Supporters of black colleges and universities in the United States have leapt to their defence after a series of scandals and financial mishaps hit their credibility.
Black colleges were once the only hope for African-Americans denied higher education by law. But since desegregation and the onset of affirmative action their role has been a subject of constant debate.
Luminaries such as film director Spike Lee, author Alice Walker, television host Oprah Winfrey as well as Martin Luther King are among their alumni. "These institutions have been around for a while and there is quite frankly a need to keep them around," said Robert Kronley, consultant for the Southern Education Foundation.

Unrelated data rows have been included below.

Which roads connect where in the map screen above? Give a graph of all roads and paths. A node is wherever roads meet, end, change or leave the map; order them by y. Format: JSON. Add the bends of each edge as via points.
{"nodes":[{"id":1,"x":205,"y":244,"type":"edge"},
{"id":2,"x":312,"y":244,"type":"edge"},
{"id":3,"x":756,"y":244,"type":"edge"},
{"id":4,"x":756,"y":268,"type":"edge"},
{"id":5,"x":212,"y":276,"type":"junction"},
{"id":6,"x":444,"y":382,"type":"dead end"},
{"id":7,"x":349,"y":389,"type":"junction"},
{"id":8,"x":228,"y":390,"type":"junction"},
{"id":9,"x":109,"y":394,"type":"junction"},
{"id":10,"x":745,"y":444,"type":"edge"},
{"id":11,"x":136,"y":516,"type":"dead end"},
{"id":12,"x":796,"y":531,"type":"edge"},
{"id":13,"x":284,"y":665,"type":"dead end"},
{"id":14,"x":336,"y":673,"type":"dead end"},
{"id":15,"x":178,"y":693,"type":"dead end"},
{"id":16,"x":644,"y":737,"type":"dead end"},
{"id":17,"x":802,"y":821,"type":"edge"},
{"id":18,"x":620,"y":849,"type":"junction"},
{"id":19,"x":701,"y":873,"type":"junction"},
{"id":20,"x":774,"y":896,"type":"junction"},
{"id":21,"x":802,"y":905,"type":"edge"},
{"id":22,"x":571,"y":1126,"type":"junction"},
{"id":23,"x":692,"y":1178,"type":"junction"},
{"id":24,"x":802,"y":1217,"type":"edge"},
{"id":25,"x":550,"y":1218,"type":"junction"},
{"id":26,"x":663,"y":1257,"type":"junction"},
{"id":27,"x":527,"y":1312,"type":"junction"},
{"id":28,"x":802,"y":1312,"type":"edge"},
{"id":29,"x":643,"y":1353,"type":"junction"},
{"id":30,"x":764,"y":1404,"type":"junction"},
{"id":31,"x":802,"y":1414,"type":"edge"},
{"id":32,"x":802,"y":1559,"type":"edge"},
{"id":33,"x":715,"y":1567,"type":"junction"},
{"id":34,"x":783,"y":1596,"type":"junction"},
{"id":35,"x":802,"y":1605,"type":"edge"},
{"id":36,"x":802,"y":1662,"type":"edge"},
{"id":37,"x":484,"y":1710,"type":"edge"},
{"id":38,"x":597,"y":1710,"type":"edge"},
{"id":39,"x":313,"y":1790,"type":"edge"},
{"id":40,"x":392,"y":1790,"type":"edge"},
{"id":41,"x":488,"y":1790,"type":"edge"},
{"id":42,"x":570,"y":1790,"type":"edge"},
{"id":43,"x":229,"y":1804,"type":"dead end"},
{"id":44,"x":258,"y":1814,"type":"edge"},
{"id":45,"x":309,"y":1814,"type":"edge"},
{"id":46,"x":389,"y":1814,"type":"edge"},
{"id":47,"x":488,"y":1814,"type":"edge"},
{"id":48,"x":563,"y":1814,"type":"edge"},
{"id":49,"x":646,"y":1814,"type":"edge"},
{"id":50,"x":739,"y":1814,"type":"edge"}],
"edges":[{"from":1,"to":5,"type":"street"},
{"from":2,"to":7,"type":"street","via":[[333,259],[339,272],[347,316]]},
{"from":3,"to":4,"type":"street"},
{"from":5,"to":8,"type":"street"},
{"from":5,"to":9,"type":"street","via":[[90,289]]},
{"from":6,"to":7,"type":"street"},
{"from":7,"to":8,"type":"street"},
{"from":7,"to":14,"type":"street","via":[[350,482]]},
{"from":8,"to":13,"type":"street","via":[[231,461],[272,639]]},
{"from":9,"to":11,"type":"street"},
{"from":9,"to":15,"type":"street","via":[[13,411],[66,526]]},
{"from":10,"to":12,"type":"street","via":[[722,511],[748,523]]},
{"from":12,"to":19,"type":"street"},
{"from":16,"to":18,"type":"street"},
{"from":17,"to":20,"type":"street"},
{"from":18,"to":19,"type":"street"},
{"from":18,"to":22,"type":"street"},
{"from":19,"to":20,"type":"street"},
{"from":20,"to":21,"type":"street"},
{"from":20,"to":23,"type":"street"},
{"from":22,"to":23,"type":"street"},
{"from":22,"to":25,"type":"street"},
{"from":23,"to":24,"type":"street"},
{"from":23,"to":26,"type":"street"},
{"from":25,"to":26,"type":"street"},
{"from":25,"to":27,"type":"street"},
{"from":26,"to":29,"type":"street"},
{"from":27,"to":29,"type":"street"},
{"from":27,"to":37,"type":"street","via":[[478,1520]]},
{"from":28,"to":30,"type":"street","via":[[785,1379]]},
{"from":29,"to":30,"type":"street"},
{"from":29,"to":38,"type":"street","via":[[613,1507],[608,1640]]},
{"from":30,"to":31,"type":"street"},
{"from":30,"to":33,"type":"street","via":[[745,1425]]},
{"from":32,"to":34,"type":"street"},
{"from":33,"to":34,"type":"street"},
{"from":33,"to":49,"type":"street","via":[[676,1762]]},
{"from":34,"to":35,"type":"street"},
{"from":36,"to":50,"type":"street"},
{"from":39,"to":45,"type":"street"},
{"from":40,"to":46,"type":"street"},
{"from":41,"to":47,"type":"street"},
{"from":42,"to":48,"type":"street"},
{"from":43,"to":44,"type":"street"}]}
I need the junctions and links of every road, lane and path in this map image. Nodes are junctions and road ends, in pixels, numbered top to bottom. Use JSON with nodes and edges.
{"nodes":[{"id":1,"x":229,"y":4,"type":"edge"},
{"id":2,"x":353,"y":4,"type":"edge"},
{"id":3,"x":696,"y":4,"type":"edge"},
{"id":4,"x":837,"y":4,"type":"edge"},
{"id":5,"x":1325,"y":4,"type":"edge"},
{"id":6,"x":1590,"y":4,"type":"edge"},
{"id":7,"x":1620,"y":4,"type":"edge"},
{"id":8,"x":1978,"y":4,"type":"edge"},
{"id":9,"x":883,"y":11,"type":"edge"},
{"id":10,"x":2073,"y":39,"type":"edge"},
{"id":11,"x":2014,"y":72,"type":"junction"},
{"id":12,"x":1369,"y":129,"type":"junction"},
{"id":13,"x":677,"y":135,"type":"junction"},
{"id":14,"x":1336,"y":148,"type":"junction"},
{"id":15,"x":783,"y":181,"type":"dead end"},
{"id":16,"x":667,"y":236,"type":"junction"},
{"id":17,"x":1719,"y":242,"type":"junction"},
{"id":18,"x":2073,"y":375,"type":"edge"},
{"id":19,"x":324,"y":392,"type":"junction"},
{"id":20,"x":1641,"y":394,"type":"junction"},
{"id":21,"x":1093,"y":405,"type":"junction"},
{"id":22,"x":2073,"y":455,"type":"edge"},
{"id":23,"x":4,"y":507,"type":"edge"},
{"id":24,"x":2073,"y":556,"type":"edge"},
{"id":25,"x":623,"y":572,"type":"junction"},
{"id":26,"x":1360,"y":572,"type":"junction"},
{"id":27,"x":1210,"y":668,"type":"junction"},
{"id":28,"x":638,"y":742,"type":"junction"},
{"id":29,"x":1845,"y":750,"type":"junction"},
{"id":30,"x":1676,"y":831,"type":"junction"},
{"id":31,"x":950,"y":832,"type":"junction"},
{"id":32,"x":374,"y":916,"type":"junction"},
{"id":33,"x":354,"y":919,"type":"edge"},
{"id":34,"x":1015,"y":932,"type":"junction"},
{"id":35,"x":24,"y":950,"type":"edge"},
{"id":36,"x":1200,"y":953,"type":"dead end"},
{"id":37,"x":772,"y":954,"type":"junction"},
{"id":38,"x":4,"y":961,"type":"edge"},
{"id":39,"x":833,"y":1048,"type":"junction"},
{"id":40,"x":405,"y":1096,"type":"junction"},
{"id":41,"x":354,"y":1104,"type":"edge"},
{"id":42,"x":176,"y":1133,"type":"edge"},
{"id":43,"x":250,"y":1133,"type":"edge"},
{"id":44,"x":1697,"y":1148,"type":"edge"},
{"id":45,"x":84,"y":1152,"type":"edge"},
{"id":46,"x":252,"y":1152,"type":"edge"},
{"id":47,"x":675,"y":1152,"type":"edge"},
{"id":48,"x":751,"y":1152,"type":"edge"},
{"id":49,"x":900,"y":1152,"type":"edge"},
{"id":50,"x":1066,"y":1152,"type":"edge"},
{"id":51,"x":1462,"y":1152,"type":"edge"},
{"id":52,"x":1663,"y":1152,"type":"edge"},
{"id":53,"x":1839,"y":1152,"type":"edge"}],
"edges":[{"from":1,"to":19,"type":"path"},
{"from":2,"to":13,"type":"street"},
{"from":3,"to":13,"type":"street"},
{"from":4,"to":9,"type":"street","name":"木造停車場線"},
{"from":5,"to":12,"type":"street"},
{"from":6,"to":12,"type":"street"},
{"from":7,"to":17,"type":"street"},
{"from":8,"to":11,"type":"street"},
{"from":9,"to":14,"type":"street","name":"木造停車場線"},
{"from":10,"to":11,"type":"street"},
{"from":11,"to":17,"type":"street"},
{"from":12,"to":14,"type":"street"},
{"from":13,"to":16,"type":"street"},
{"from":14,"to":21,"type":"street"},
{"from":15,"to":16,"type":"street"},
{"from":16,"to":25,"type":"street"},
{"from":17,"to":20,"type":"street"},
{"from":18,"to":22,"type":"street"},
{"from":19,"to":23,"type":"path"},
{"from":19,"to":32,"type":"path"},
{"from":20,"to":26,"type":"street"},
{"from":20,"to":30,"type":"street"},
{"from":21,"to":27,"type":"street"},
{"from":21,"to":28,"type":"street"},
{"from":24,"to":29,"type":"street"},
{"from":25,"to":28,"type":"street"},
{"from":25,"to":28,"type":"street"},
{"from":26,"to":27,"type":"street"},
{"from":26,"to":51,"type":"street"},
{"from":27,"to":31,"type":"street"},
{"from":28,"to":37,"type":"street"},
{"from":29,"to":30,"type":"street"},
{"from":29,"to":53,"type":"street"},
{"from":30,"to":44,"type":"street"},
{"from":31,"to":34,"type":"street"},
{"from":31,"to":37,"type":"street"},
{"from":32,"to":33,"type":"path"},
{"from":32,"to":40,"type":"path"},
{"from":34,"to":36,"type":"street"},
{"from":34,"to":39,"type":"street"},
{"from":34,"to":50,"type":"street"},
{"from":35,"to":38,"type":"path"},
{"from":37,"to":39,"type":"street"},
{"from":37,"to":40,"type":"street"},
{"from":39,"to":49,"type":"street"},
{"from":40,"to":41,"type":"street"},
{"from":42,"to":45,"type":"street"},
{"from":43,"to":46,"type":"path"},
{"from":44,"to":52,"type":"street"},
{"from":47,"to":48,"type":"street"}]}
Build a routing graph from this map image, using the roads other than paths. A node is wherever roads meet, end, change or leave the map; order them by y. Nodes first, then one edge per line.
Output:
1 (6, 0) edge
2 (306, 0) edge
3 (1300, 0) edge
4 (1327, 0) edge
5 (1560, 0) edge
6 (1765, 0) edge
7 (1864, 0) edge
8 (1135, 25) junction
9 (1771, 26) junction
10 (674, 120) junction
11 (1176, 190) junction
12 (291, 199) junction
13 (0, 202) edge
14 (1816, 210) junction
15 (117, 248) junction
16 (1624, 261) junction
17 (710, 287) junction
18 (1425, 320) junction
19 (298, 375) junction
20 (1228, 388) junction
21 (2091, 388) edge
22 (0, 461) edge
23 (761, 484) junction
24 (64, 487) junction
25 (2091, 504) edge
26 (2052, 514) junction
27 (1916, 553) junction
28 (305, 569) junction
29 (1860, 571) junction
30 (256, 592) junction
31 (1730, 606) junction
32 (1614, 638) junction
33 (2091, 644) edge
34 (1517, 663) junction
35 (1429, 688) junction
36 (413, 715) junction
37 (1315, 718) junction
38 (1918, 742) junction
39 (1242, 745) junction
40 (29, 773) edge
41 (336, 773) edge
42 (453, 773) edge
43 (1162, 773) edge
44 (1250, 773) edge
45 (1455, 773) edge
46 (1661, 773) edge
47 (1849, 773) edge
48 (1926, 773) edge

But the removal of accreditation from Selma University and Texas College earlier this year, an inquiry into alleged financial mismanagement at Texas Southern University, and problems at other campuses has brought pressure to raise admission standards and increase managerial oversight.
The "historically black" colleges and universities, as they are usually called, in fact opened their doors to other races well before the Supreme Court set new guidelines for integrating colleges in 1992.
But they stand out as places with majority black students and faculty, in some campuses accounting for 95 per cent of admissions, and in others more like two thirds. They give out about one third of the BAs earned by black students, and are located mostly in the south.
Supporters say that alumni have proved professionally more successful and better motivated. It is among the publicly funded black colleges - 39 of them in 19 states - that a number appear to be struggling. In some cases, they have suffered financially and academically from offering places to young people at the bottom of the economic and educational ladder, in the name of opening doors.
"These institutions have always been the stepchildren of the system," said Mr Kronley. "Some thrived under considerable adversity. They are underfunded and have a history of neglect and have been essentially stigmatised."
They suffer the problems affecting other higher education institutions writ large. Jackson State University, for example, has a multi-million dollar budget deficit and a 35 per cent drop in applications.
Its problems could worsen if students fail to qualify for a new state admissions policy. But the story of the University of Maryland Eastern Shore, a campus in Prince Anne, Maryland, provides a counterpoint. Along with Tennessee State University, and Florida A&M, it is a success story, beginning in the late 19th century as an all-black church school and becoming part of a segregated university system in 1946. Now about two-thirds of all students and about half the faculty are black.
With about 3,000 students, it is "the fastest growing institution, public or private, in the state of Maryland," said president William Hytche. It boasts having enrolled students from 51 countries, mostly in Asia and Africa, in part through overseas agricultural development programmess. "We are growing by leaps and bounds. We can't build the dormitories fast enough."